A couple of days in Budapest, to attend a conference that my company organises - the same thing took me to Berlin last year, so a nice change of scenery this time. Bob Geldof was the main speaker, and the company always seems to pull out the stops for this one - so some nice hotels, and lovely venues for social events are usually on the menu.
I had been to Budapest twice before, once at some point in the late 90s (it all seems like a blur now!), the most recent in 2003. This was also my first trip to Eastern Europe for a while. I always remember Budapest as being a nice city to visit, not as good as Prague all in all, but not bad for a weekend. They call it the Paris of the East - funny, because Shanghai, Riga and Bucharest all claim the same title. If you stay close to the River Danube, they have a point, but in much of the city, that description is stretching the truth a bit!
During my stay in Budapest, I spent a lot of time sitting in taxis or cars, being driven from one place to another around the city. When I say I spent a lot of time, I mean much more time that one would reasonably expect. Traffic is bad in a lot of cities, but Budapest is a complete joke. The road from the airport into the city (the capital city, remember!), is a single carriageway road, that trundles along for ages, with red traffic light after red traffic light. Then, once in the city, you hit the real traffic jams. Crossing the river is a complete nightmare at any time, and it is quite often quicker to walk. So, lots of time spent sitting in taxis, whilst they generally went nowhere fast.

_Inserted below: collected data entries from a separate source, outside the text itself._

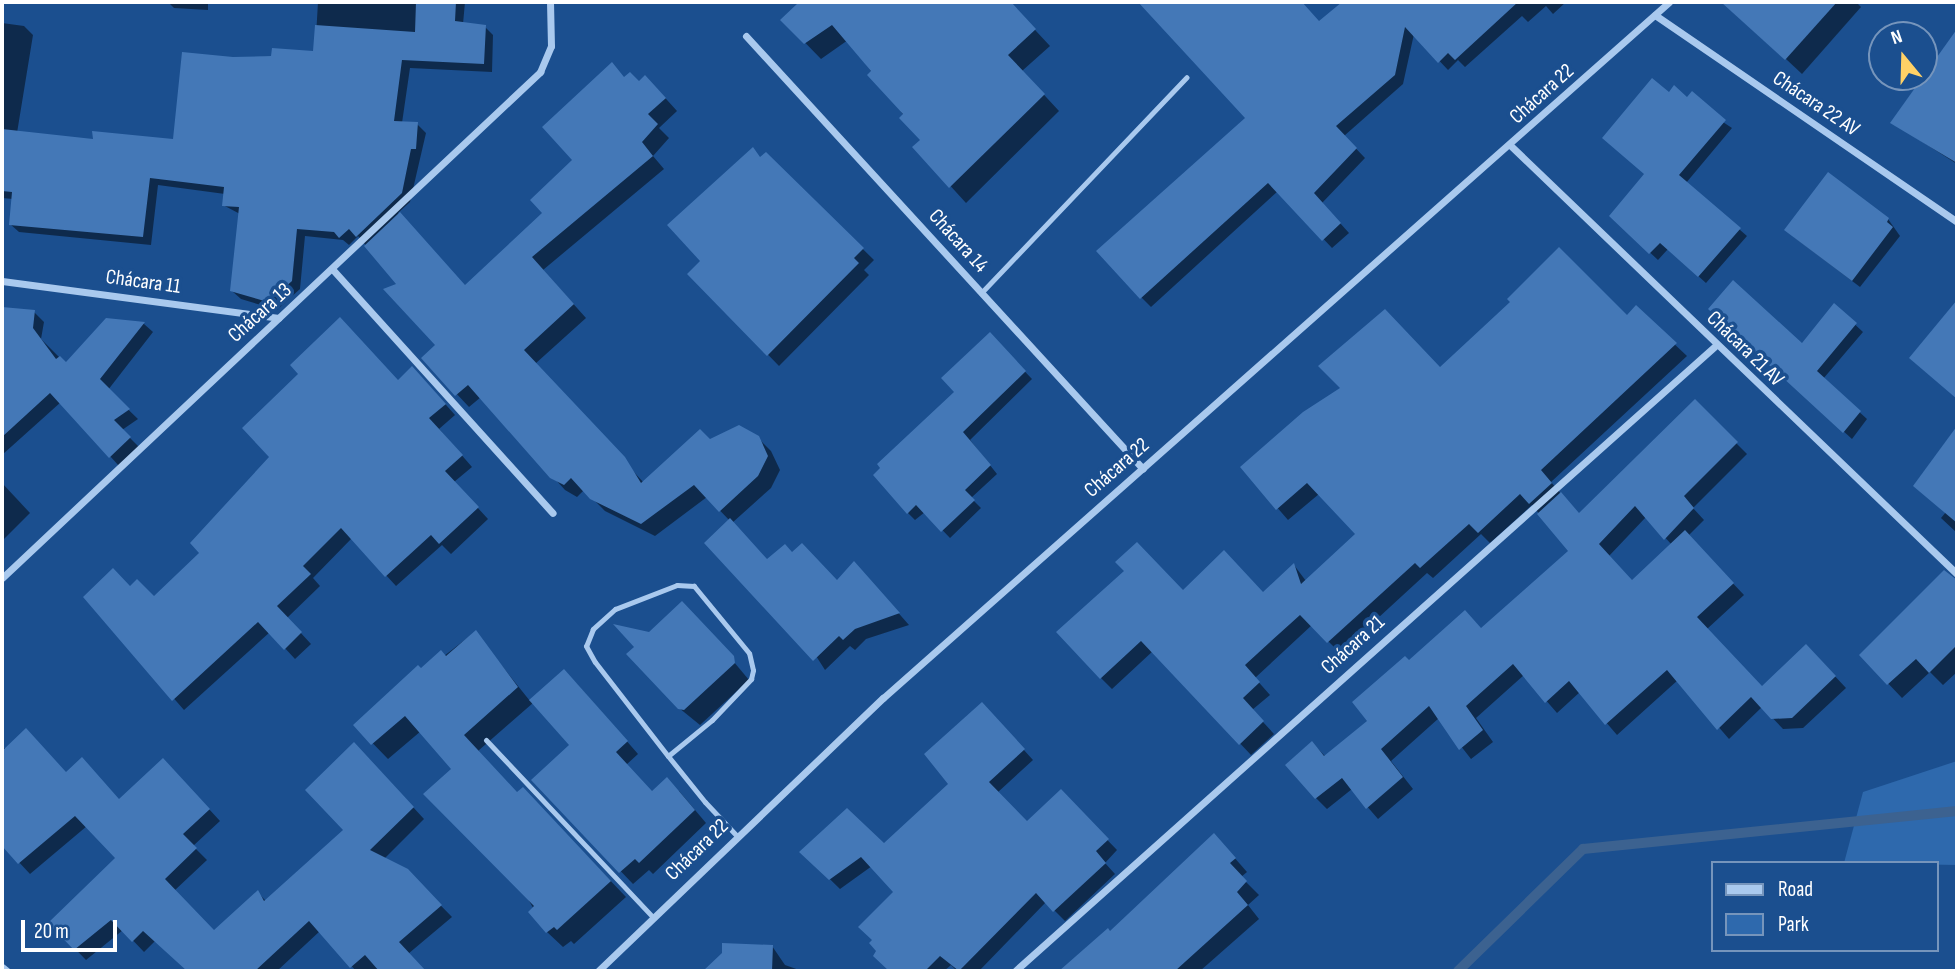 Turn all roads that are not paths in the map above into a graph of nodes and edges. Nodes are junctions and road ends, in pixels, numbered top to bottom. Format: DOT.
graph roads {
  1 [pos="550,2"];
  2 [pos="1669,2"];
  3 [pos="1655,15"];
  4 [pos="746,36"];
  5 [pos="1187,77"];
  6 [pos="1511,146"];
  7 [pos="1957,222"];
  8 [pos="334,271"];
  9 [pos="2,281"];
  10 [pos="981,293"];
  11 [pos="279,318"];
  12 [pos="1715,345"];
  13 [pos="1143,469"];
  14 [pos="553,513"];
  15 [pos="1957,574"];
  16 [pos="2,578"];
  17 [pos="486,740"];
  18 [pos="668,756"];
  19 [pos="736,835"];
  20 [pos="653,917"];
  21 [pos="2,967"];
  22 [pos="7,971"];
  23 [pos="598,971"];
  24 [pos="1015,971"];
  1 -- 8 [label="street, Chácara 13"];
  2 -- 3 [label="street, Chácara 22"];
  3 -- 6 [label="street, Chácara 22"];
  3 -- 7 [label="street, Chácara 22 AV"];
  4 -- 10 [label="street, Chácara 14"];
  5 -- 10 [label="lane"];
  6 -- 12 [label="street, Chácara 21 AV"];
  6 -- 13 [label="street, Chácara 22"];
  8 -- 11 [label="street, Chácara 13"];
  8 -- 14 [label="street"];
  9 -- 11 [label="street, Chácara 11"];
  10 -- 13 [label="street, Chácara 14"];
  11 -- 16 [label="street, Chácara 13"];
  12 -- 15 [label="street, Chácara 21 AV"];
  12 -- 24 [label="street, Chácara 21"];
  13 -- 19 [label="street, Chácara 22"];
  17 -- 20 [label="lane"];
  18 -- 18 [label="lane"];
  18 -- 19 [label="lane"];
  19 -- 20 [label="street, Chácara 22"];
  20 -- 23 [label="street, Chácara 22"];
  21 -- 22 [label="street"];
}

Of course, much of this is the fault of the 40 years that Hungarians spent being ruled by Communists. They couldn't have nice consumer goods like cars for a long time. As soon as they were introduced to capitalism, they all went out and wanted to buy Western cars. In fact, so many people did so, that they all now sit in their Western cars, going nowhere because the city is completely snarled up. Of course, they have every right to buy however many cars they like, but it does not make Budapest a nice place to visit if you need to get around town.

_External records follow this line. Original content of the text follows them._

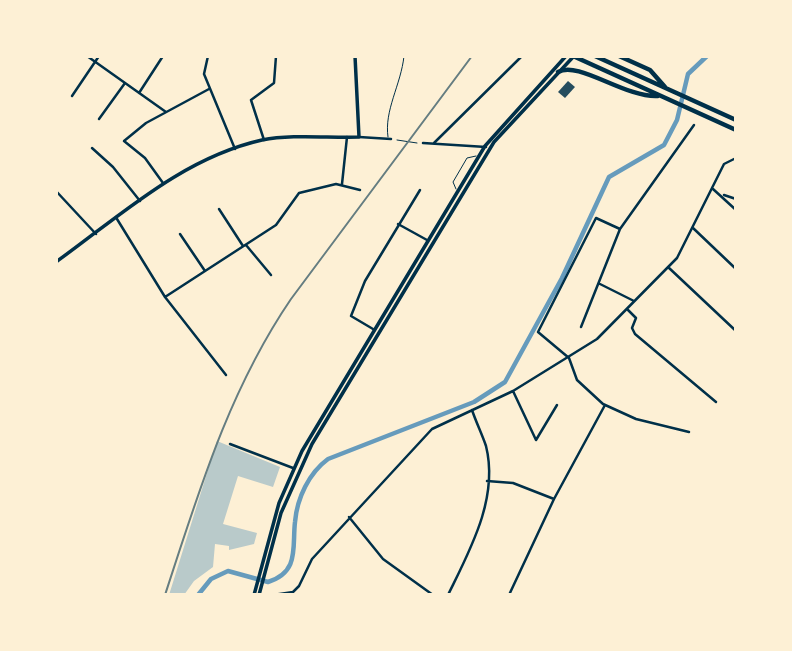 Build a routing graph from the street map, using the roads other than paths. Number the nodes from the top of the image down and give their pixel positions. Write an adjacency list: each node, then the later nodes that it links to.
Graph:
1 (87, 56): 13 (street)
2 (99, 56): 13 (street)
3 (163, 56): 18 (street)
4 (208, 56): 17 (street)
5 (276, 56): 29 (street)
6 (355, 56): 27 (main road)
7 (404, 56): 28 (lane)
8 (522, 56): 31 (street)
9 (573, 56): 12 (main road); 20 (highway)
10 (595, 56): 16 (highway)
11 (619, 56): 16 (highway)
12 (566, 59): 14 (main road); 32 (main road)
13 (95, 62): 15 (street); 19 (street)
14 (558, 72): 20 (highway); 32 (main road)
15 (125, 83): 18 (street); 22 (street)
16 (666, 88): 23 (highway)
17 (209, 89): 21 (street); 34 (street)
18 (139, 93): 21 (street)
19 (72, 96)
20 (662, 96): 25 (highway)
21 (166, 112): 37 (street)
22 (99, 118)
23 (736, 120)
24 (694, 125): 52 (street)
25 (736, 130)
26 (347, 137): 27 (main road); 29 (main road); 38 (street)
27 (359, 137): 28 (street)
28 (389, 139)
29 (264, 140): 34 (main road)
30 (422, 143): 31 (street)
31 (434, 143): 32 (street)
32 (487, 147): 35 (main road); 66 (main road)
33 (92, 148): 46 (street)
34 (235, 149): 37 (main road)
35 (478, 156): 43 (main road); 43 (lane)
36 (736, 158): 39 (street)
37 (163, 183): 46 (main road)
38 (342, 184): 40 (street); 56 (street)
39 (712, 188): 44 (street); 51 (street)
40 (360, 190)
41 (420, 190): 50 (street)
42 (56, 191): 53 (street)
43 (457, 191): 55 (main road)
44 (721, 194): 45 (street); 48 (street)
45 (736, 199)
46 (140, 201): 49 (main road)
47 (219, 209): 56 (street)
48 (736, 210)
49 (117, 219): 53 (main road); 63 (street)
50 (398, 225): 55 (street); 69 (street)
51 (692, 228): 58 (street); 59 (street)
52 (620, 229): 62 (street); 71 (street)
53 (96, 234): 57 (main road)
54 (180, 234): 60 (street)
55 (427, 240): 64 (main road)
56 (246, 245): 60 (street); 61 (street)
57 (56, 262)
58 (668, 267): 65 (street); 70 (street)
59 (736, 269)
60 (205, 271): 63 (street)
61 (271, 275)
62 (600, 284): 65 (street); 68 (street)
63 (165, 297): 72 (street)
64 (390, 301): 66 (main road); 69 (main road)
65 (634, 301): 67 (street)
66 (396, 304): 84 (main road)
67 (627, 309): 71 (street); 74 (street)
68 (581, 327)
69 (373, 329): 80 (main road)
70 (736, 331)
71 (569, 358): 73 (street); 76 (street)
72 (226, 375)
73 (513, 391): 75 (street); 77 (street)
74 (716, 402)
75 (557, 405)
76 (606, 405): 78 (street); 82 (street)
77 (472, 410): 81 (street); 83 (street)
78 (689, 432)
79 (230, 444): 80 (street)
80 (293, 468): 84 (main road)
81 (487, 481): 82 (street); 88 (street)
82 (554, 499): 89 (street)
83 (349, 517): 86 (street); 87 (street)
84 (264, 566): 85 (main road)
85 (256, 595)
86 (272, 595)
87 (433, 595)
88 (448, 595)
89 (509, 595) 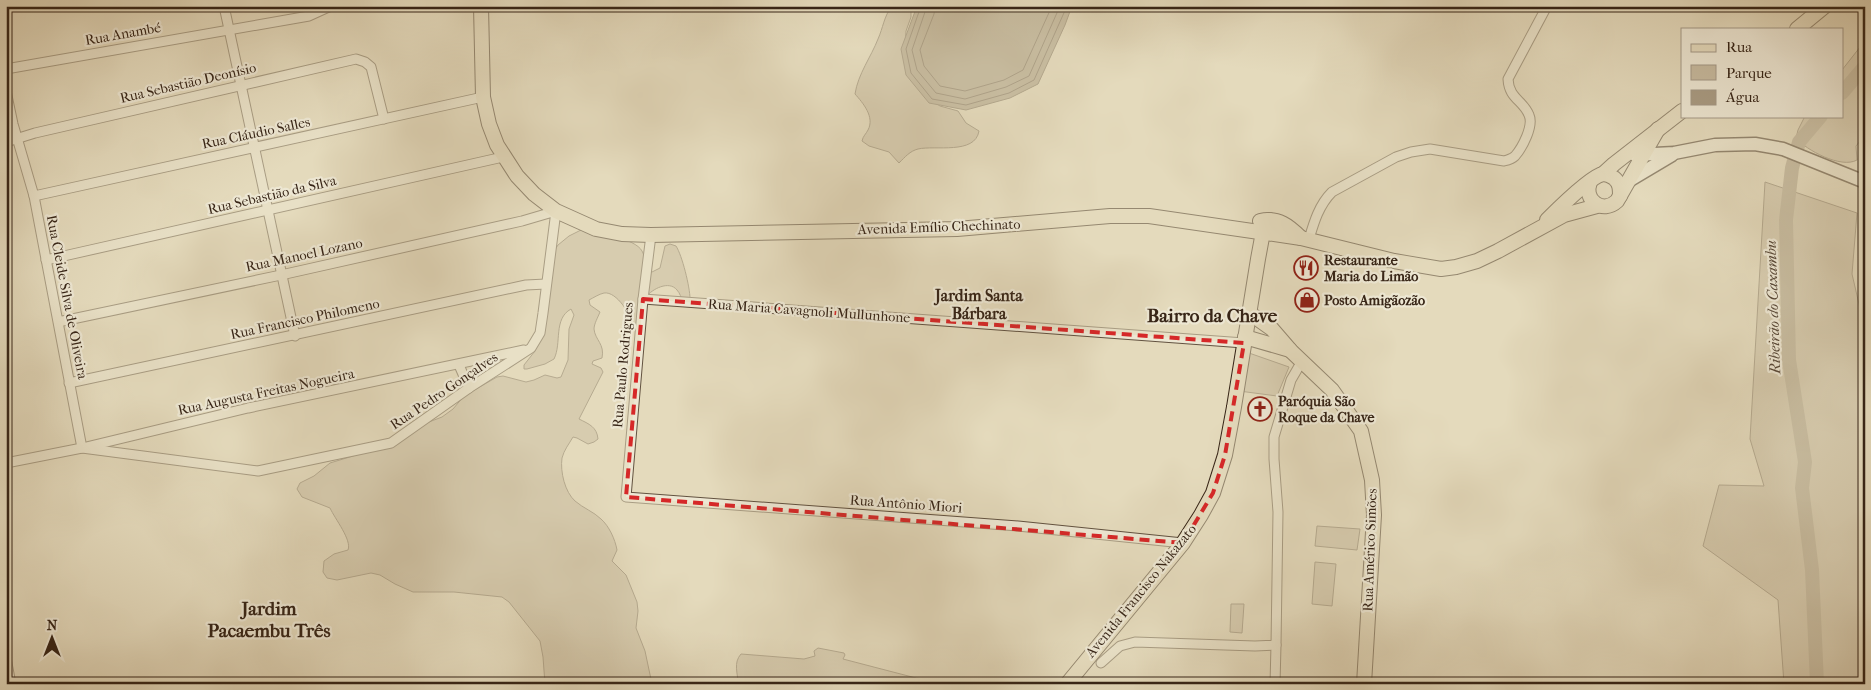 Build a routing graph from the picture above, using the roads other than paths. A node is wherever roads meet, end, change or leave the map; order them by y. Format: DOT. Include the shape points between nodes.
graph roads {
  1 [pos="224,6"];
  2 [pos="331,6"];
  3 [pos="481,6"];
  4 [pos="1547,6"];
  5 [pos="1825,6"];
  6 [pos="1798,28"];
  7 [pos="229,30"];
  8 [pos="6,69"];
  9 [pos="242,84"];
  10 [pos="6,91"];
  11 [pos="483,97"];
  12 [pos="1681,112"];
  13 [pos="384,119"];
  14 [pos="1658,129"];
  15 [pos="18,138"];
  16 [pos="6,142"];
  17 [pos="255,147"];
  18 [pos="20,152"];
  19 [pos="1645,154"];
  20 [pos="1674,154"];
  21 [pos="1626,155"];
  22 [pos="503,157"];
  23 [pos="1603,174"];
  24 [pos="1630,180"];
  25 [pos="1590,182"];
  26 [pos="1865,182"];
  27 [pos="34,196"];
  28 [pos="1620,196"];
  29 [pos="1597,206"];
  30 [pos="268,210"];
  31 [pos="556,211"];
  32 [pos="1266,226"];
  33 [pos="1541,226"];
  34 [pos="651,235"];
  35 [pos="1305,239"];
  36 [pos="46,260"];
  37 [pos="281,275"];
  38 [pos="546,284"];
  39 [pos="1252,290"];
  40 [pos="643,300"];
  41 [pos="1248,312"];
  42 [pos="58,322"];
  43 [pos="1272,329"];
  44 [pos="295,336"];
  45 [pos="1245,340"];
  46 [pos="531,348"];
  47 [pos="1291,351"];
  48 [pos="1302,361"];
  49 [pos="459,365"];
  50 [pos="69,383"];
  51 [pos="469,388"];
  52 [pos="82,448"];
  53 [pos="6,463"];
  54 [pos="626,497"];
  55 [pos="1183,543"];
  56 [pos="1276,645"];
  57 [pos="6,658"];
  58 [pos="1101,663"];
  59 [pos="11,684"];
  60 [pos="1067,684"];
  61 [pos="1276,684"];
  62 [pos="1364,684"];
  1 -- 7 [label="street"];
  2 -- 7 [label="street, Rua Anambé" via="309,16"];
  3 -- 11 [label="main road, Avenida Emílio Chechinato"];
  4 -- 35 [label="street" via="1508,79 1508,88 1530,119 1530,126 1514,156 1504,161 1430,149 1396,157 1328,196"];
  5 -- 6 [label="main road"];
  7 -- 8 [label="street, Rua Anambé"];
  7 -- 9 [label="street"];
  9 -- 13 [label="street, Rua Sebastião Deonísio" via="356,59 371,67"];
  9 -- 15 [label="street, Rua Sebastião Deonísio"];
  9 -- 17 [label="street"];
  10 -- 15 [label="street, Rua Cleide Silva de Oliveira"];
  11 -- 13 [label="street, Rua Cláudio Salles"];
  11 -- 22 [label="main road, Avenida Emílio Chechinato" via="489,124"];
  12 -- 14 [label="main road"];
  13 -- 17 [label="street, Rua Cláudio Salles"];
  14 -- 19 [label="main road"];
  14 -- 21 [label="main road"];
  15 -- 16 [label="street, Rua Sebastião Deonísio"];
  15 -- 18 [label="street, Rua Cleide Silva de Oliveira"];
  16 -- 18 [label="street"];
  17 -- 27 [label="street, Rua Cláudio Salles"];
  17 -- 30 [label="street"];
  18 -- 27 [label="street, Rua Cleide Silva de Oliveira"];
  19 -- 20 [label="main road"];
  19 -- 21 [label="main road"];
  19 -- 24 [label="main road"];
  20 -- 24 [label="main road"];
  20 -- 26 [label="main road" via="1708,146 1755,144 1783,149"];
  21 -- 23 [label="main road"];
  22 -- 30 [label="street, Rua Sebastião da Silva"];
  22 -- 31 [label="main road, Avenida Emílio Chechinato" via="534,194"];
  23 -- 25 [label="main road"];
  23 -- 28 [label="main road" via="1617,181"];
  24 -- 28 [label="main road"];
  25 -- 29 [label="main road" via="1590,198"];
  25 -- 33 [label="main road"];
  27 -- 36 [label="street, Rua Cleide Silva de Oliveira"];
  28 -- 29 [label="main road" via="1608,207"];
  29 -- 33 [label="main road" via="1564,215"];
  30 -- 36 [label="street, Rua Sebastião da Silva"];
  30 -- 37 [label="street"];
  31 -- 34 [label="main road, Avenida Emílio Chechinato" via="596,228 622,234"];
  31 -- 37 [label="street, Rua Manoel Lozano"];
  31 -- 38 [label="street"];
  32 -- 34 [label="main road, Avenida Emílio Chechinato" via="1241,228 1149,216 1110,216 973,228"];
  32 -- 35 [label="main road, Avenida Emílio Chechinato" via="1287,225"];
  32 -- 39 [label="main road, Avenida Francisco Nakazato"];
  33 -- 35 [label="main road" via="1477,261 1441,268 1394,261"];
  34 -- 40 [label="street, Rua Paulo Rodrigues"];
  36 -- 42 [label="street, Rua Cleide Silva de Oliveira"];
  37 -- 42 [label="street, Rua Manoel Lozano"];
  37 -- 44 [label="street"];
  38 -- 44 [label="street, Rua Francisco Philomeno" via="526,285"];
  38 -- 46 [label="street" via="540,333"];
  39 -- 41 [label="main road, Avenida Francisco Nakazato"];
  39 -- 43 [label="main road"];
  40 -- 45 [label="street, Rua Maria Cavagnoli Mullunhone"];
  40 -- 54 [label="street, Rua Paulo Rodrigues"];
  41 -- 43 [label="main road, Rua Américo Simões"];
  41 -- 45 [label="main road, Avenida Francisco Nakazato"];
  42 -- 50 [label="street, Rua Cleide Silva de Oliveira"];
  43 -- 47 [label="main road, Rua Américo Simões"];
  44 -- 50 [label="street, Rua Francisco Philomeno"];
  45 -- 47 [label="main road, Rua Maria Cavagnoli Mullunhone"];
  45 -- 55 [label="main road, Avenida Francisco Nakazato" via="1225,455 1213,493"];
  46 -- 49 [label="street, Rua Augusta Freitas Nogueira"];
  46 -- 51 [label="street, Rua Pedro Gonçalves"];
  47 -- 48 [label="main road, Rua Américo Simões"];
  48 -- 56 [label="street" via="1291,380 1274,437 1278,512"];
  48 -- 62 [label="main road, Rua Américo Simões" via="1332,390 1361,431 1372,480 1373,544"];
  49 -- 51 [label="street"];
  49 -- 52 [label="street, Rua Augusta Freitas Nogueira" via="248,408"];
  50 -- 52 [label="street, Rua Cleide Silva de Oliveira"];
  51 -- 52 [label="street, Rua Pedro Gonçalves" via="391,443 258,471"];
  52 -- 53 [label="street, Rua Augusta Freitas Nogueira"];
  54 -- 55 [label="street, Rua Antônio Miori" via="1009,526"];
  55 -- 60 [label="main road, Avenida Francisco Nakazato"];
  56 -- 58 [label="street" via="1135,642 1120,646"];
  56 -- 61 [label="street"];
  57 -- 59 [label="street"];
}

The other interesting legacy of Communism is that it seems to be compulsory for Hungarian men over the age of 35 to have either a dodgy moustache, or a fully poor beard. Communist architecture also still scars the city all over - you see magnificent churches, museums, bridges and palaces, not to mention stunning buildings that are not even used for anything all that grand - then next door, a horrible 60s communist square concrete building.

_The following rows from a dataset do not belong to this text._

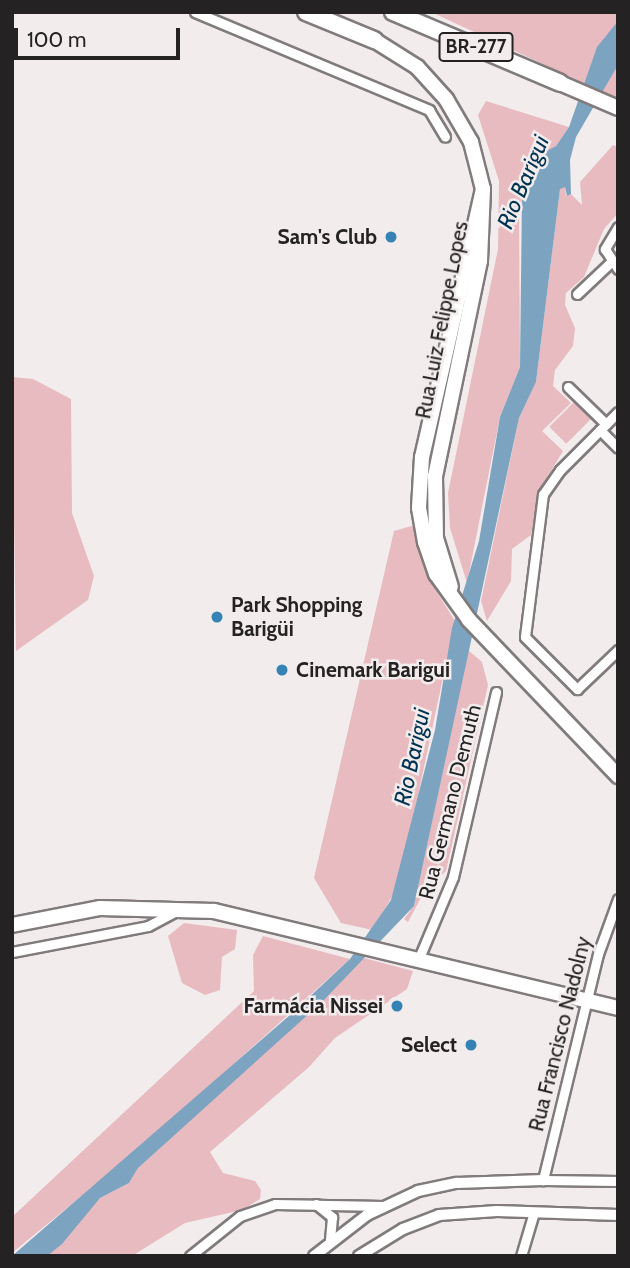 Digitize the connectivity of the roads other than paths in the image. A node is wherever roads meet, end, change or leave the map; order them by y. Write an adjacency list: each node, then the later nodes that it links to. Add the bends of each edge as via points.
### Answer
1 (195, 12): 7 (street, via 429,110)
2 (306, 12): 4 (highway)
3 (393, 12): 5 (highway, BR-277)
4 (374, 40): 17 (main road, Rua Luiz Felippe Lopes, via 417,66 446,99 471,142 483,190 480,261 434,488 436,538 458,605)
5 (560, 83): 6 (main road)
6 (611, 106)
7 (445, 137)
8 (618, 227): 9 (street, via 605,249)
9 (614, 265): 10 (street)
10 (577, 294)
11 (568, 387): 13 (street)
12 (618, 412): 13 (street)
13 (603, 427): 14 (street); 15 (street, via 543,494 525,636 577,689)
14 (618, 448)
15 (618, 650)
16 (496, 692): 22 (street, Rua Germano Demuth, via 453,877)
17 (618, 776)
18 (618, 899): 23 (street, Rua Francisco Nadolny, via 606,925)
19 (182, 908): 20 (main road, via 100,908); 21 (street, via 148,926); 22 (main road)
20 (12, 925)
21 (12, 951)
22 (419, 958): 23 (main road)
23 (586, 1000): 24 (main road); 25 (street, Rua Francisco Nadolny)
24 (618, 1007)
25 (542, 1180): 26 (street); 28 (street, via 437,1186)
26 (618, 1181)
27 (312, 1202): 28 (street); 31 (street, via 332,1217); 32 (street, via 275,1204 240,1216)
28 (383, 1206): 31 (street)
29 (534, 1212): 30 (street); 35 (street, via 439,1215 403,1229); 36 (street)
30 (618, 1215)
31 (330, 1241): 33 (street); 34 (street)
32 (190, 1256)
33 (314, 1256)
34 (330, 1256)
35 (359, 1256)
36 (522, 1256)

Whilst in town, I did get the opportunity to see most of the nice bits (and they are truly lovely), and was also reminded by the great May weather that this part of Europe does have some fantastic summers. The parliament buildings, chain bridge, fisherman's bastion and castle, as well as the River Danube, are all beautiful attractions, so it was great to get to wander around and see all of them again.
In Budapest, you do get the feel of being in a decent sized city, where things happen - a feeling that you don't get so much in places like Prague. But it is hard to get over the fact that, away from the riverside bridges and buildings, and outside the Buda side of the river where the castles and palaces are; much of the city is not terribly attractive or endearing. The touristy stuff is fantastic, and will divert most people very enjoyably for a good weekend, but having done all that before, and now come here for work, I doubt I'll feel the need to rush back too soon.